-- Information --
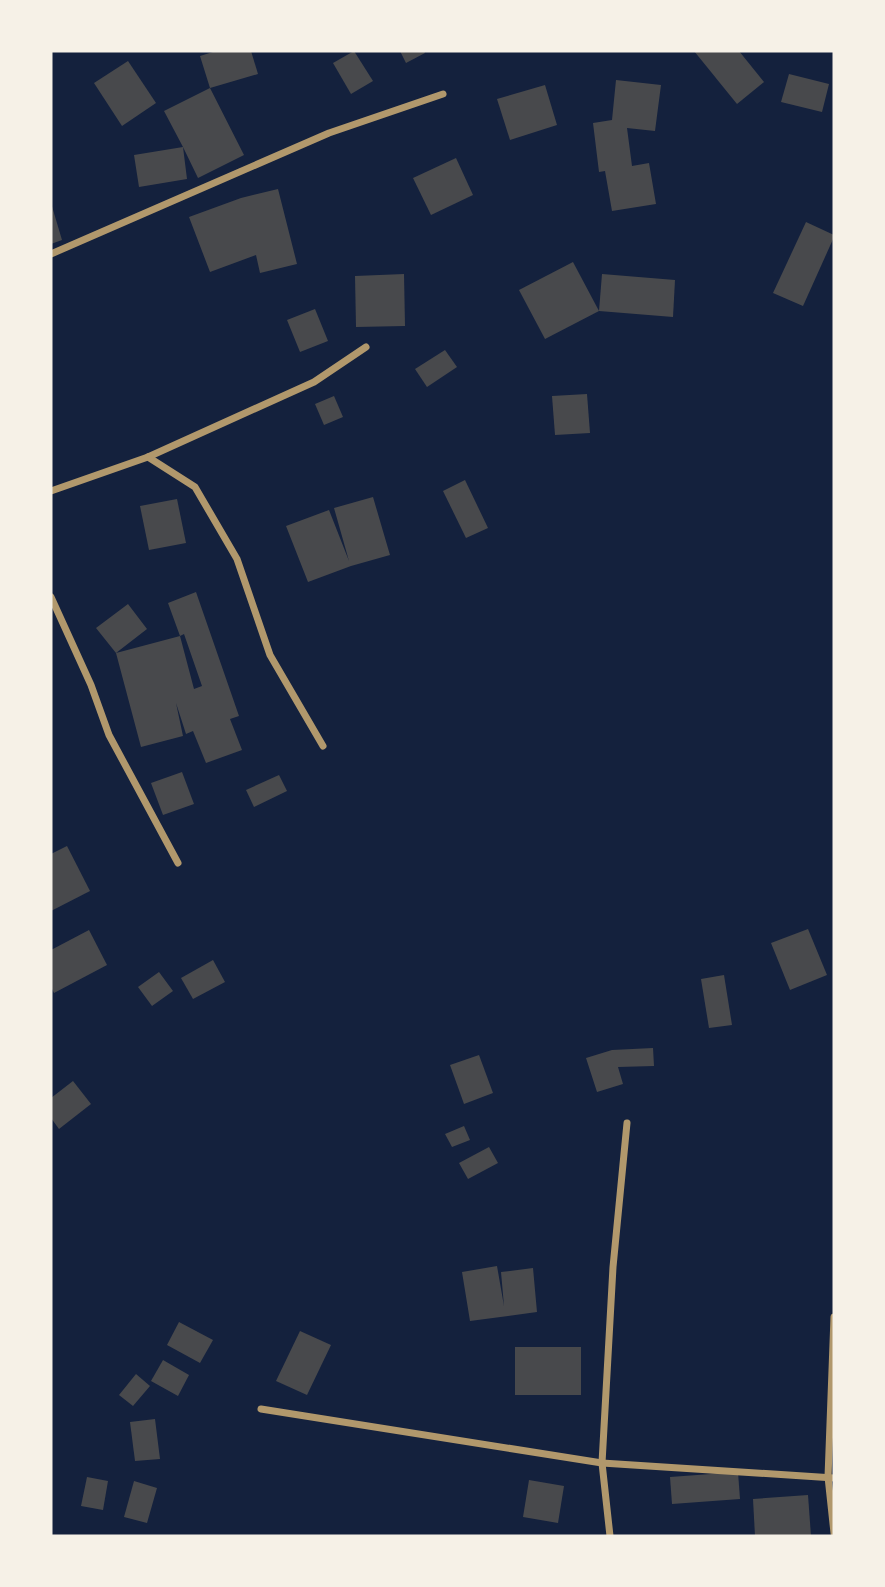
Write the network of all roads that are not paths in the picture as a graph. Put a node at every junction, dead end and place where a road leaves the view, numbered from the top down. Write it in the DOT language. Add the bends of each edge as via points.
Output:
graph roads {
  1 [pos="443,94"];
  2 [pos="51,254"];
  3 [pos="366,346"];
  4 [pos="148,457"];
  5 [pos="51,491"];
  6 [pos="51,597"];
  7 [pos="323,746"];
  8 [pos="177,863"];
  9 [pos="627,1123"];
  10 [pos="834,1317"];
  11 [pos="261,1409"];
  12 [pos="603,1462"];
  13 [pos="831,1477"];
  14 [pos="834,1533"];
  15 [pos="610,1536"];
  1 -- 2 [label="street" via="329,133"];
  3 -- 4 [label="street" via="314,382"];
  4 -- 5 [label="street"];
  4 -- 7 [label="street" via="195,487 237,559 270,655"];
  6 -- 8 [label="street" via="109,735"];
  9 -- 12 [label="street" via="613,1266"];
  10 -- 13 [label="street"];
  11 -- 12 [label="street"];
  12 -- 13 [label="street"];
  12 -- 15 [label="street"];
  13 -- 14 [label="street"];
}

-- Goal of the exercise --
Could you output the lines above exactly, with no pictures included?

-- Result of this exercise --
Write the network of all roads that are not paths in the picture as a graph. Put a node at every junction, dead end and place where a road leaves the view, numbered from the top down. Write it in the DOT language. Add the bends of each edge as via points.
Output:
graph roads {
  1 [pos="443,94"];
  2 [pos="51,254"];
  3 [pos="366,346"];
  4 [pos="148,457"];
  5 [pos="51,491"];
  6 [pos="51,597"];
  7 [pos="323,746"];
  8 [pos="177,863"];
  9 [pos="627,1123"];
  10 [pos="834,1317"];
  11 [pos="261,1409"];
  12 [pos="603,1462"];
  13 [pos="831,1477"];
  14 [pos="834,1533"];
  15 [pos="610,1536"];
  1 -- 2 [label="street" via="329,133"];
  3 -- 4 [label="street" via="314,382"];
  4 -- 5 [label="street"];
  4 -- 7 [label="street" via="195,487 237,559 270,655"];
  6 -- 8 [label="street" via="109,735"];
  9 -- 12 [label="street" via="613,1266"];
  10 -- 13 [label="street"];
  11 -- 12 [label="street"];
  12 -- 13 [label="street"];
  12 -- 15 [label="street"];
  13 -- 14 [label="street"];
}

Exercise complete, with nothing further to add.